By Edward Nawotka
April 18 (Bloomberg) -- David Mamet, the playwright, screenwriter and film director, has sold his archive to the Harry Ransom Humanities Research Center at the University of Texas at Austin.
Mamet, 59, is best known for his dramas about scam artists and unscrupulous businessmen, including ``American Buffalo'' and ``Glengarry Glen Ross,'' which won the 1984 Pulitzer Prize.
Mamet's archive joins those of his fellow dramatists Lillian Hellman and Tom Stoppard, as well as more recent acquisitions that include the papers of novelist Don DeLillo and costumes from actor Robert De Niro.
In a prepared statement, Mamet said, ``Having an archive in the care of the Ransom Center, in the care, if I may, of intelligent and dedicated enthusiasts, fulfilled both the fantasy of the parent, and that of the artist, who now, though absent, might envision a cost-free colloquy with a perfect interlocutor.''
The Ransom Center, which celebrates its 50th anniversary this year, has become known for its deep pockets and aggressive buying.
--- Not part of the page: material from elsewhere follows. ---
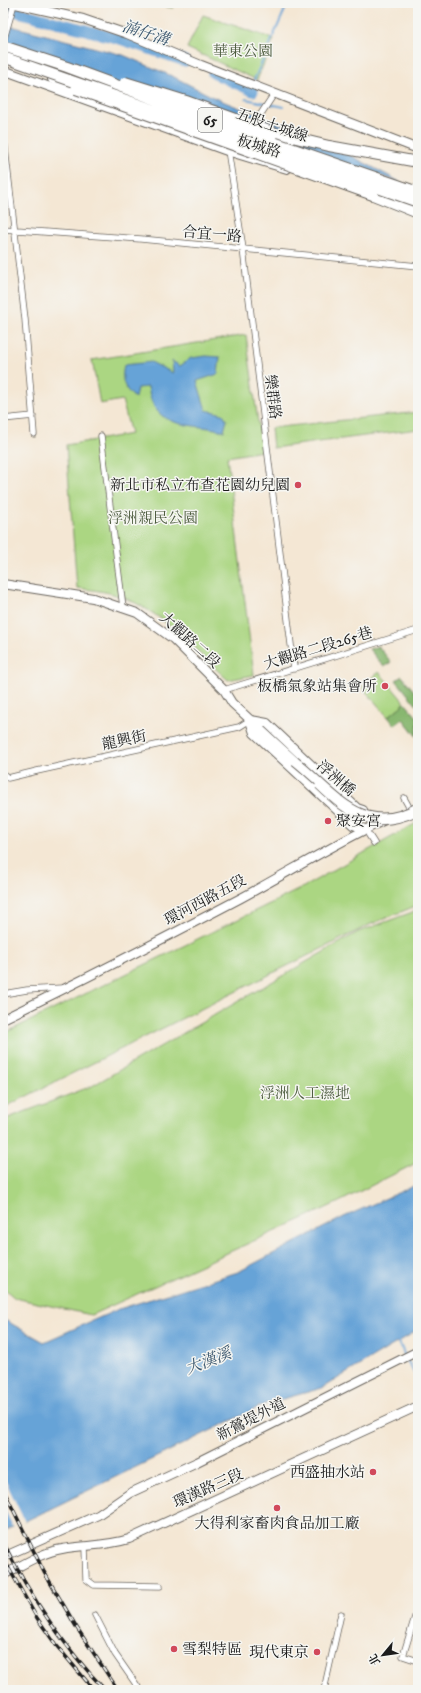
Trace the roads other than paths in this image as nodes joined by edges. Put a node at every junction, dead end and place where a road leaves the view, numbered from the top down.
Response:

In April 2003 it paid Washington Post reporters Bob Woodward and Carl Bernstein $5 million for their Watergate papers. Two years later the center paid $2.5 million for novelist Norman Mailer's archive.
The money for acquisitions is derived in part from oil- producing land endowed to the university by the state of Texas.
100-Plus Boxes
The Mamet archive, which was purchased for an undisclosed amount, consists of more than 100 boxes of drafts, ephemera and correspondence.
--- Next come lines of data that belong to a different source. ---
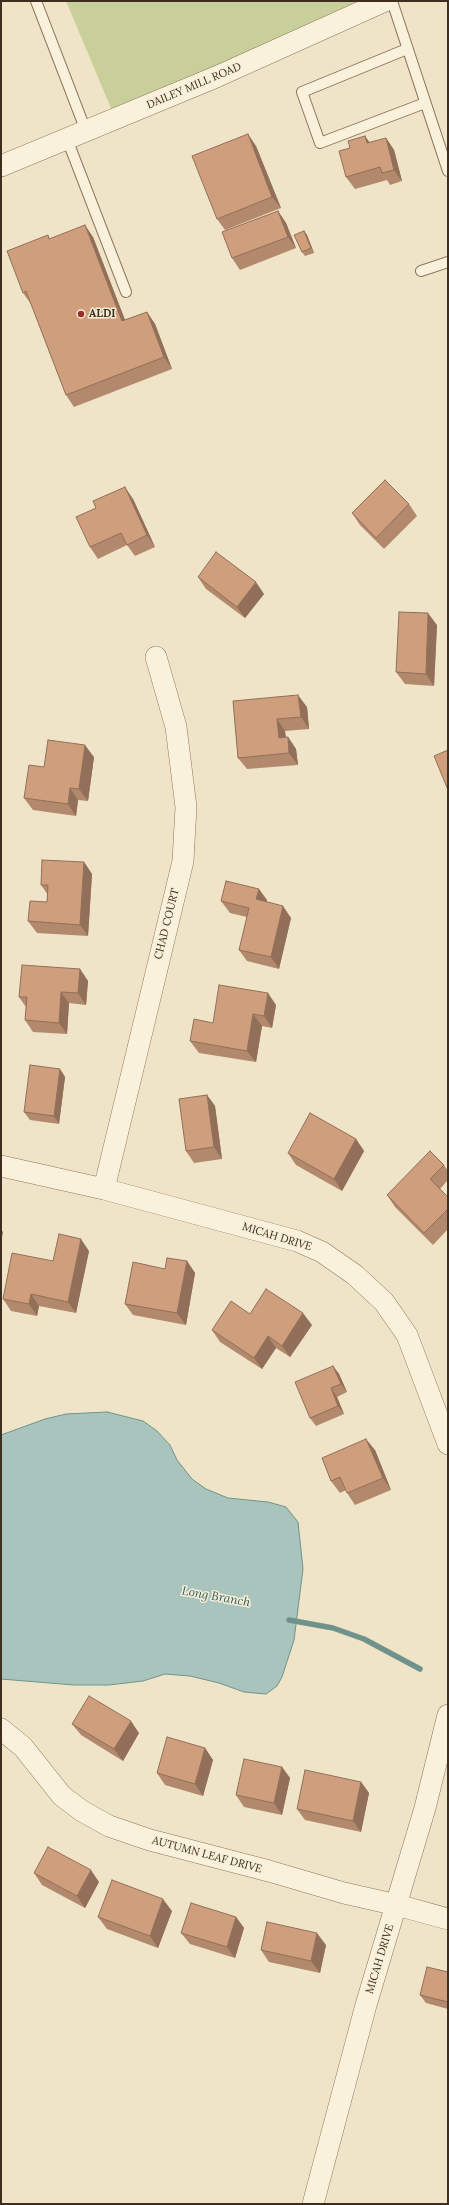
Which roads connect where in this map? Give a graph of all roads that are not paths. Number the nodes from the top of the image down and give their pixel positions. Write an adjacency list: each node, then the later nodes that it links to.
1 (36, 1): 6 (lane)
2 (385, 1): 6 (street, DAILEY MILL ROAD)
3 (392, 1): 4 (lane)
4 (407, 49): 5 (lane); 5 (lane)
5 (426, 103): 9 (lane)
6 (86, 131): 7 (street, DAILEY MILL ROAD)
7 (66, 139): 8 (street, DAILEY MILL ROAD); 12 (lane)
8 (1, 166)
9 (448, 171)
10 (448, 262): 11 (lane)
11 (421, 271)
12 (126, 292)
13 (156, 657): 15 (street, CHAD COURT)
14 (1, 1166): 15 (street, MICAH DRIVE)
15 (104, 1189): 16 (street, MICAH DRIVE)
16 (448, 1444)
17 (448, 1715): 19 (street, MICAH DRIVE)
18 (1, 1729): 19 (street, AUTUMN LEAF DRIVE)
19 (396, 1905): 20 (street, AUTUMN LEAF DRIVE); 21 (street, MICAH DRIVE)
20 (448, 1919)
21 (314, 2204)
While several unpublished manuscripts are also reported to be in the collection, the plum is some 175 daily journals Mamet kept from 1966 to 2001.
``I started keeping a journal over 40 years ago, and so established the habit of writing longhand,'' Mamet said. ``Virtually everything I've written since -- plays, screenplays, nonfiction and novels -- existed first in hardbound lined notebooks full of black or blue ink.''
Dr. Thomas F. Staley, director of the Harry Ransom Center, added, ``The journals illuminate Mamet's developing views on writing and directing, as well as performance and production. Mamet was a man aware of his times, and the journals reflect not only the evolution of American theater and culture but also the impulses that prompted them.''
Mamet's archive is paltry compared with some others at the center, such as movie mogul David O. Selznick's papers, which when purchased in 1980 filled more than 5,000 boxes and included the original storyboards for ``Gone With the Wind.''
In addition to some 36 million pages of manuscripts, the Harry Ransom Center boasts a Gutenberg Bible, a print of the world's first permanent photograph and the library and the archives of publisher Alfred A. Knopf.
(Edward Nawotka writes about the publishing industry for Bloomberg News. The opinions expressed are his own.)